Respecto a la vestimenta, toda la familia incluida los niños, quedaban marcados por el luto, tiñéndose de negro. Durante el siglo pasado, dará lugar a toda una transformación en el vestir. Como hemos contemplado anteriormente, son las mujeres las que tienen una mayor diversidad en la vestimenta, como el mantón, la mantilla o pena negra. En cambio, los hombres solamente llevaban capa y sombrero. La modificación, llegó años después donde el luto se simplificó en un triángulo negro en la solapa de la chaqueta o un brazalete de tela del mismo color en el brazo.
El hecho de llevar luto tenía un tiempo determinado, dividiéndose en tres grados: riguroso, medio luto o alivio y final. En la mayor parte, este tiempo dependía del grado de parentesco con el fallecido. El luto riguroso duraba aproximadamente unos seis meses. Aunque es cierto, que dependerá en gran parte de la zona geográfica, ya que va a tener unas características distintas. El medio luto o alivio concluía con la misa de cabo de año, y se empleaban colores como el malva o gris. Y el luto final, se caracterizaba por la introducción de colores vivos.
Sin embargo, vestirse de luto era un hecho más que evidente en el caso de las mujeres, pues en todavía muchas poblaciones rurales de España se mantiene la costumbre de que las señoras con edad avanzada vistan con prendas negras. En muchas ocasiones, derivado del proceso enlazando con otro fallecimiento, lo que establecía un proceso continuo que evitaba quitárselo de encima durante toda la vida.
A partir del siglo XX, las reformas en la sanidad hacen que todo este ritual que hemos contemplado pase a manos de expertos (en un principio varones), como son los médicos y hospitales. Con respecto al proceso de vestimenta del fallecido, se han creado industrias nuevas como los tanatorios, encargados de adecuar en muchos casos y cubrir con una estela de normalidad los cuerpos.

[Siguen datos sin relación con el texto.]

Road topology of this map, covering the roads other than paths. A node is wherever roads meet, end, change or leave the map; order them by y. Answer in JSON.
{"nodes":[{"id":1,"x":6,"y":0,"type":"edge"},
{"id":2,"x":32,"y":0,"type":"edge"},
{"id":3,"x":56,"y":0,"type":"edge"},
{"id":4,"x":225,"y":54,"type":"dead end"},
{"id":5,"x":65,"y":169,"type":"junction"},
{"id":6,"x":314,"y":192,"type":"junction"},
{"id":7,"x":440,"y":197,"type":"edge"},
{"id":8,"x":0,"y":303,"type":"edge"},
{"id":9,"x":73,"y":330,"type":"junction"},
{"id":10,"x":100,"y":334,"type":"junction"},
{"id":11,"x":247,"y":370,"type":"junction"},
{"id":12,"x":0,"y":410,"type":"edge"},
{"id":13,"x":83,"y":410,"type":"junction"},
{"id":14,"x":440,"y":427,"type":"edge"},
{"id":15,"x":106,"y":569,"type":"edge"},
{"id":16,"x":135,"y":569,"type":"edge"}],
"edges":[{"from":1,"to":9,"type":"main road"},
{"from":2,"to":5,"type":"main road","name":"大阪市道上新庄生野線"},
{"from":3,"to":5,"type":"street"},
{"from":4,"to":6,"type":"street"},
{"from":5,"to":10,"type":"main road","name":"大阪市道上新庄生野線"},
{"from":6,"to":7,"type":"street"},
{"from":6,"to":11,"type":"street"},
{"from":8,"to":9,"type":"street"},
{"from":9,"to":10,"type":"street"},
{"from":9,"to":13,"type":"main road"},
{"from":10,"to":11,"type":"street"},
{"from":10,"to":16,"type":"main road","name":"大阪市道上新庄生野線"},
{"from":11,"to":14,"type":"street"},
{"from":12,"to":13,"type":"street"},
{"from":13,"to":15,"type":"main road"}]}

Se ha derivado a un cambio en ritual del morir tradicional, donde la casa familiar era el seno donde se desarrollaba todas las acciones, y hemos pasado al hospital-tanatorio-cementerio, perdiéndose por el camino ese sentido aglutinador, de familiaridad, pero sobre todo de solidaridad. Ahora, como bien lo define el historiador francés Philippe Ariés se trata de un rito aséptico, donde predomina la frialdad.